You’re right, though: there is no guarantee that the next generation will improve on its predecessor’s score.

Consider Dawkins’ weasel program: “evolving” the string "Methinks it is like a weasel". Starting from a population of random strings, the fitness function evaluates the closest textual match, which is perturbed to produce the next generation. With a simple crossover reproduction, two high-scoring strings that are combined could very easily produce lower-scoring offspring. Even “asexual” random mutation of a single high-fitness string could lower the child’s fitness.

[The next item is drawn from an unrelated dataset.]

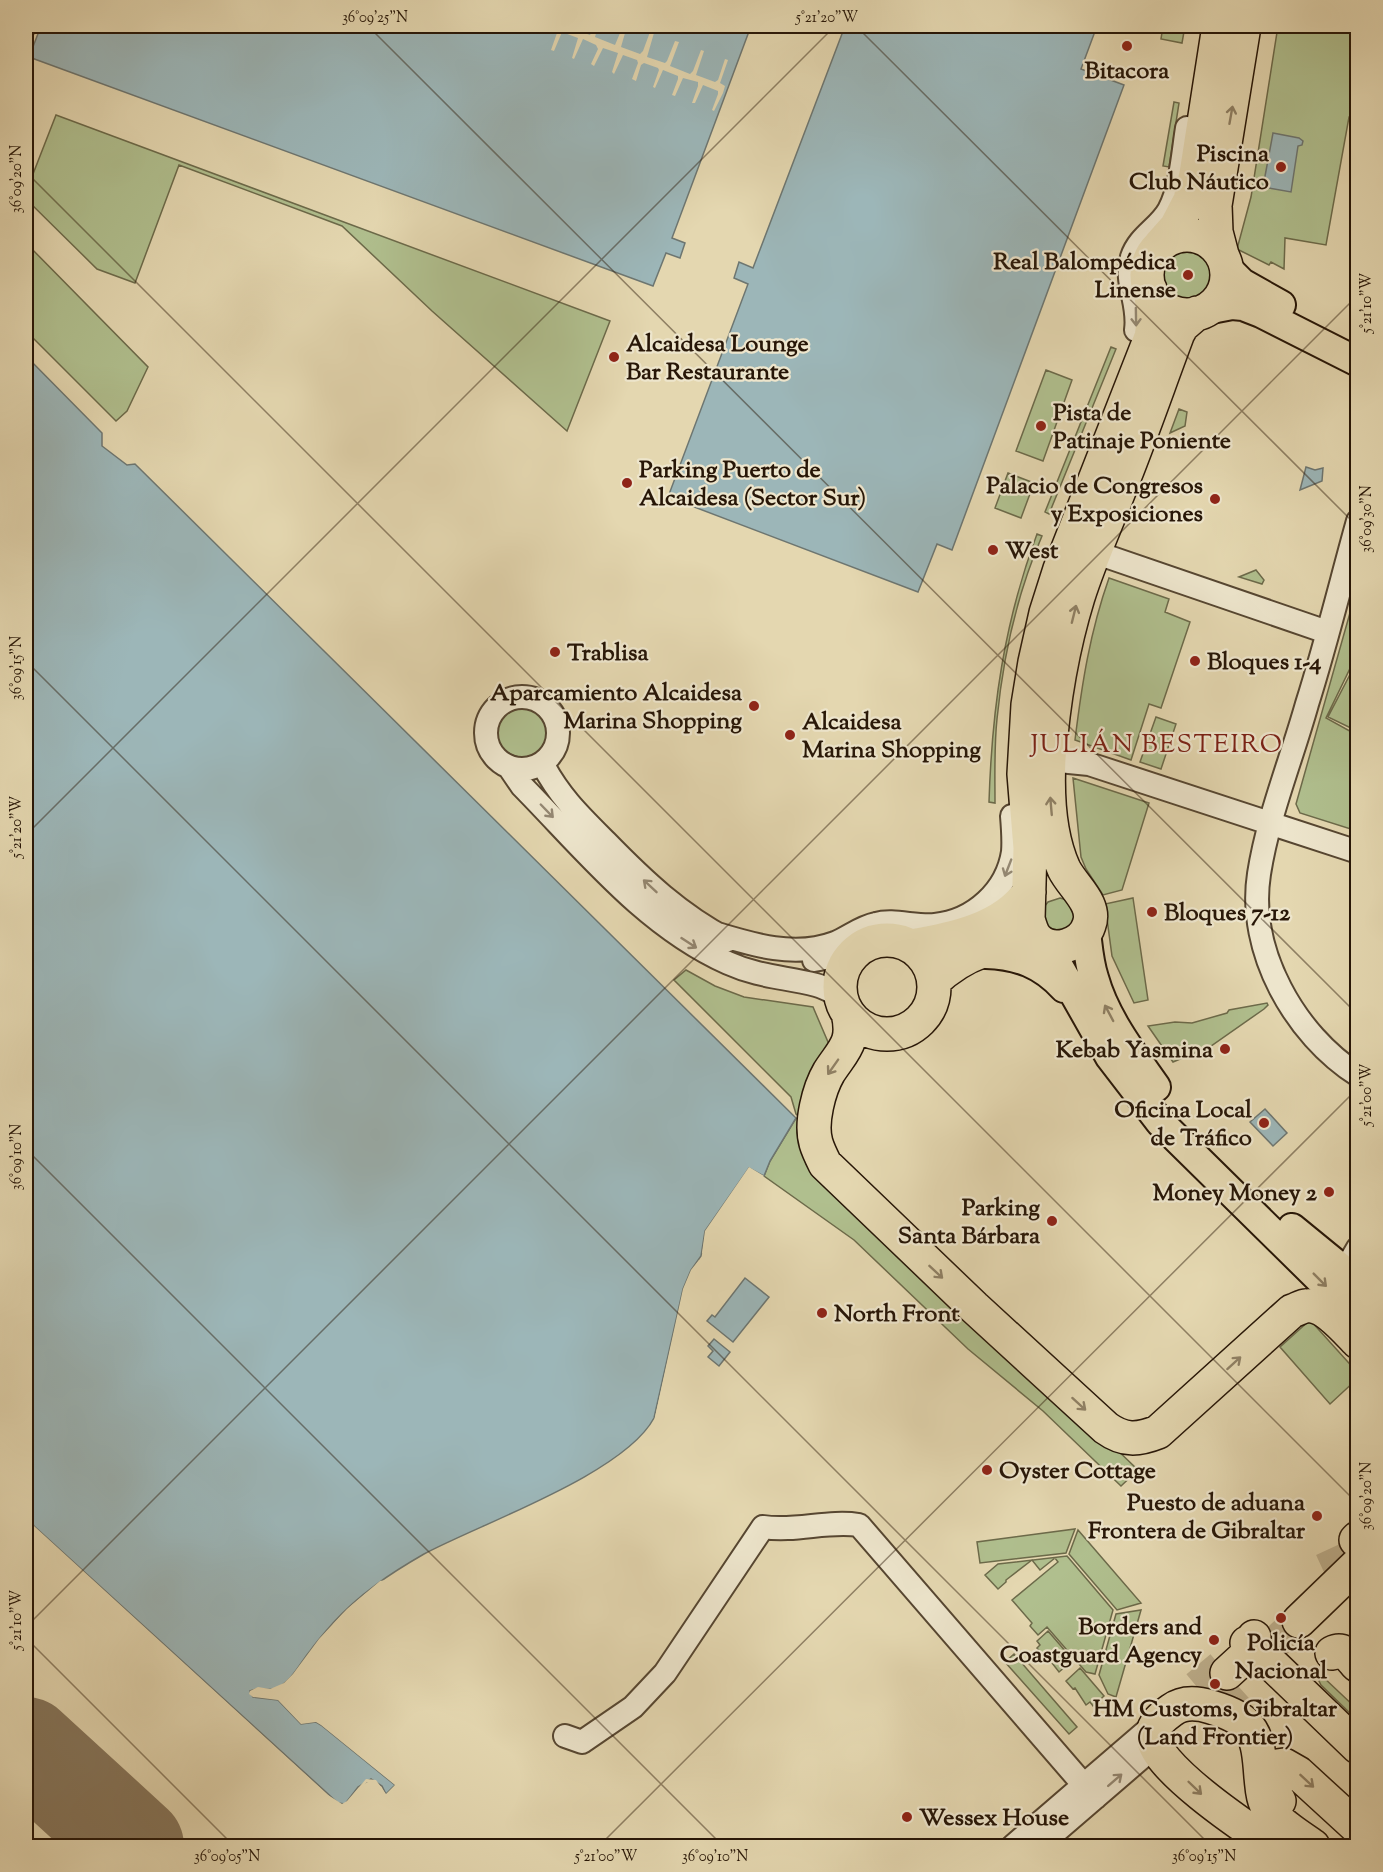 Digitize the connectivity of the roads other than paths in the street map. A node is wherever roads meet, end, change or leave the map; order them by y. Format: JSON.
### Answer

It’s worth noting, I think, that this is not necessarily a flaw. With this kind of search, there is the idea of local maxima. A member of the population might represent a solution that’s not the optimal result, but is the best that can be achieved without getting worse on the way.

Imagine that the fitness function for the weasel program doesn’t only find the edit distance, but has some notion of “word”, and tests whether the last word of the string is the name of an animal. Any animal name scores well, but "weasel" gets a big bonus.

Now what happens if "Methinks it is like a walrus" is evolved? It scores well. Not as well as the ultimate target string, but better than "Methinks it is like a walrut" or other close variations that could be reached by a single step of mutation.

The walrus string is a local maximum, and the search can get stuck there unless the program allowsthe next generation’s score to be worse.